At the time I started the port to Vue, I already had a nearly-complete iOS app and a fully functional API. The back-end for the app is a Django server using Django Rest Framework with a Postgres database. The CSS framework is Buefy, but I don't use the columns support. I used CSS Grid to handle the responsive design. Everything is on AWS, with the app being served as static files from S3. Performance is quite good, even though I'm still using the Free Tier.

As for why I chose Vue, and not, say, React or Angular, it came down to the learning curve and what I felt comfortable using. I didn't like JSX very much, and Angular seemed complex, so I settled on Vue pretty quickly. I can't say I regret the decision – I've been very productive with Vue and had a working app that I could play with, including type-ahead text suggestions, etc. within a day of firing up the CLI.

Speaking of the Vue CLI, I ran vue create practical-diet, accepted most of the defaults ("what's Webpack? I guess I'm going to find out"), including PWA support, and got to coding. I was surprised at how easy it was.

PWA support was on my "wish list" before I started the project, but with the CLI I got it for free. Other than a few tweaks I made to service-worker.js to notify a user when there's a new version of the app, it worked out of the box. And my Lighthouse scores (the "audit" pane in Chrome dev tools) are quite good:

Practical.app Lighthouse Scores

Conclusion

I'm extremely happy with the way this turned out. It has exceeded my expectations, and in many ways the new app is better than the iOS app it replaces. For example, if you add some foods to your diary for "Lunch", and then tap on the "Lunch" title in the "Meals" view, it slides down a nutrition label just for that meal. This never existed in the iOS app. Mucking about with toggles changing the number of rows in a table in iOS can easily result in crashes (if you add/remove items from the array and this happens out of sync with the system's call to tableView(_:numberOfRowsInSection:) you're dead. I've worked on apps that were written by Fortune 500 companies that contained these sorts of errors).

The reason, I think, that many companies still focus on their native apps, and users prefer them, is that their mobile sites/apps aren't very good. Hopefully all the new JS frameworks, and the increasingly capable mobile browsers, will change that.


* Although I did get a few improvements for the app from my battle with Siri. For example, if you say "four and a half cups of flour" to Siri, the OS will send the string "4 1/2 cups of flour" to your app. Even worse, "2 oreo cookies" is resolved as "two oreo cookies". Not the friendliest way for a programmer to receive numbers ("4.5" and "2" would have been better).
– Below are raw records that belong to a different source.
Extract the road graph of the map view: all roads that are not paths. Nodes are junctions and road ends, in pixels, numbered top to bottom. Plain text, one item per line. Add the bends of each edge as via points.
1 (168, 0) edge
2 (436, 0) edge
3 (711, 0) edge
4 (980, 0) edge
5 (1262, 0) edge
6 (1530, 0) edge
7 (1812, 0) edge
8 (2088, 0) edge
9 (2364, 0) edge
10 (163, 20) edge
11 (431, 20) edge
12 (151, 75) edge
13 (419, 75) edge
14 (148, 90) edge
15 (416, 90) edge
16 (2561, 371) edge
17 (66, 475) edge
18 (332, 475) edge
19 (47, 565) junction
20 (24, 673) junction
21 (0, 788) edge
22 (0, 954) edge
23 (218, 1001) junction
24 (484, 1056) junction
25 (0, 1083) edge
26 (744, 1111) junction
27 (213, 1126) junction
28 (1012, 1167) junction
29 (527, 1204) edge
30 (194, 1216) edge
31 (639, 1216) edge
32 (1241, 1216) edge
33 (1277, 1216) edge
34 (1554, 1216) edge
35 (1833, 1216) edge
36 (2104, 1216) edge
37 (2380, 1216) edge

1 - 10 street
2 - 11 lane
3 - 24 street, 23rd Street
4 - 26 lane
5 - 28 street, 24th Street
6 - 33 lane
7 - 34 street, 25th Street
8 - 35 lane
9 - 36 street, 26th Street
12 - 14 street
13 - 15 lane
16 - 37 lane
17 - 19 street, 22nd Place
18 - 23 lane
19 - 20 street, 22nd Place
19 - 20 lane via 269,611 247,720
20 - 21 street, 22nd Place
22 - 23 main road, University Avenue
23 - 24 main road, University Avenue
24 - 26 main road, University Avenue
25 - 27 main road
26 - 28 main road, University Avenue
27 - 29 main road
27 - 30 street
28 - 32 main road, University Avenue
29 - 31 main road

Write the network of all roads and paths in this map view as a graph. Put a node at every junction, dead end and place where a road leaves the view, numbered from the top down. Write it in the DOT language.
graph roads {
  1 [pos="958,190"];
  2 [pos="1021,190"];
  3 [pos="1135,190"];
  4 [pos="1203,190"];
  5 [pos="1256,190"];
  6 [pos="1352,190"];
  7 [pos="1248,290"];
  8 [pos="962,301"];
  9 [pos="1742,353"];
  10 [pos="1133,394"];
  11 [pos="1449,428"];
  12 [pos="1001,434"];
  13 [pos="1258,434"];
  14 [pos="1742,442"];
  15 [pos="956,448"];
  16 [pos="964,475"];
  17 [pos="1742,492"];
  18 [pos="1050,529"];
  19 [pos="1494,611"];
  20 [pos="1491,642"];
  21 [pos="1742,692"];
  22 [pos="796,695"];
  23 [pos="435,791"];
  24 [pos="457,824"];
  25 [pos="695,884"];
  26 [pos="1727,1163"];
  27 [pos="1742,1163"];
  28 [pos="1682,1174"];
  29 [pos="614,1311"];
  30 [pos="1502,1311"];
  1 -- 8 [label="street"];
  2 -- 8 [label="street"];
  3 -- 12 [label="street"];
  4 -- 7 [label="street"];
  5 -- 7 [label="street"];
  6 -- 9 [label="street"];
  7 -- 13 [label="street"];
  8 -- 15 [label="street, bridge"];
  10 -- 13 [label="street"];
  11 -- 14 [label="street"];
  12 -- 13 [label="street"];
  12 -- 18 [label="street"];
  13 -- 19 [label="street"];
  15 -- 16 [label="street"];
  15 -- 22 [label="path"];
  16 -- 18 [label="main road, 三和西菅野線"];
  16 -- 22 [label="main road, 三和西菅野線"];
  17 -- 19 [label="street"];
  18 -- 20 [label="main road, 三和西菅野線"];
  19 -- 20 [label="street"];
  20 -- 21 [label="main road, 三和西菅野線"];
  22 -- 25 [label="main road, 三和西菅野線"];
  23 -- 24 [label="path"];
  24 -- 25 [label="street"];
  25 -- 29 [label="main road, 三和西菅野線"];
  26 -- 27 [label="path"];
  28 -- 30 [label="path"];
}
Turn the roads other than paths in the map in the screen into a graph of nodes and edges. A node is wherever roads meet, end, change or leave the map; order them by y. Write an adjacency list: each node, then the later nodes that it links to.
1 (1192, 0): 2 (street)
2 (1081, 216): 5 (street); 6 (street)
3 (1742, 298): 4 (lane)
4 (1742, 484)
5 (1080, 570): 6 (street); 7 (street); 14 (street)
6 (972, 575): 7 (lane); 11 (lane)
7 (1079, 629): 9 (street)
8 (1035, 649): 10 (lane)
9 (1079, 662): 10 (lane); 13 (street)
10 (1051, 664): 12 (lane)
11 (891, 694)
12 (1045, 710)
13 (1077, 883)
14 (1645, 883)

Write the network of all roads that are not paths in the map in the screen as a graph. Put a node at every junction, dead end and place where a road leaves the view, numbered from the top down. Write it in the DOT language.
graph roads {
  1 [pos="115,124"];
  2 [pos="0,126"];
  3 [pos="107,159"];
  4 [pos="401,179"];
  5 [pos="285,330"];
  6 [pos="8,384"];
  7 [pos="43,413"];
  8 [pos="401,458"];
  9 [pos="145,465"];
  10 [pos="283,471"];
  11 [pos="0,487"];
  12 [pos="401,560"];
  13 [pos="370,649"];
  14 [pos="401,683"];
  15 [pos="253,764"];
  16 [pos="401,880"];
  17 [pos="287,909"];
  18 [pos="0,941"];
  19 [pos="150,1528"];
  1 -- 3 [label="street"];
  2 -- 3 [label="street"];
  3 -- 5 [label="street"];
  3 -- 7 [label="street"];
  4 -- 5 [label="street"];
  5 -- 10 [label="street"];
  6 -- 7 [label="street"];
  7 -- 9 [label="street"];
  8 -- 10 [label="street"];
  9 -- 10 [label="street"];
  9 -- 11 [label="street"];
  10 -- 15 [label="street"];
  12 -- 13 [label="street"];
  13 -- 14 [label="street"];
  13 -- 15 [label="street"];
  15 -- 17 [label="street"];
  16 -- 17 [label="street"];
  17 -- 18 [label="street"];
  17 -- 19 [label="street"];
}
So, I built a parser to handle these, and it's still in the backend. Try the search box – "4 1/2 cups of flour" and "twenty seven oreo cookies" produce the desired results. Even arbitrary fractions ("22/7 cherry pies" ≈ "π pies") work. I never did bother to solve for the fact that Siri often confuses "for" and "four", "to" and "two", etc.

** Well... except for this page. I wasn't sure if Reddit's crawler would be able to pick up the title and meta description if it was set in JavaScript.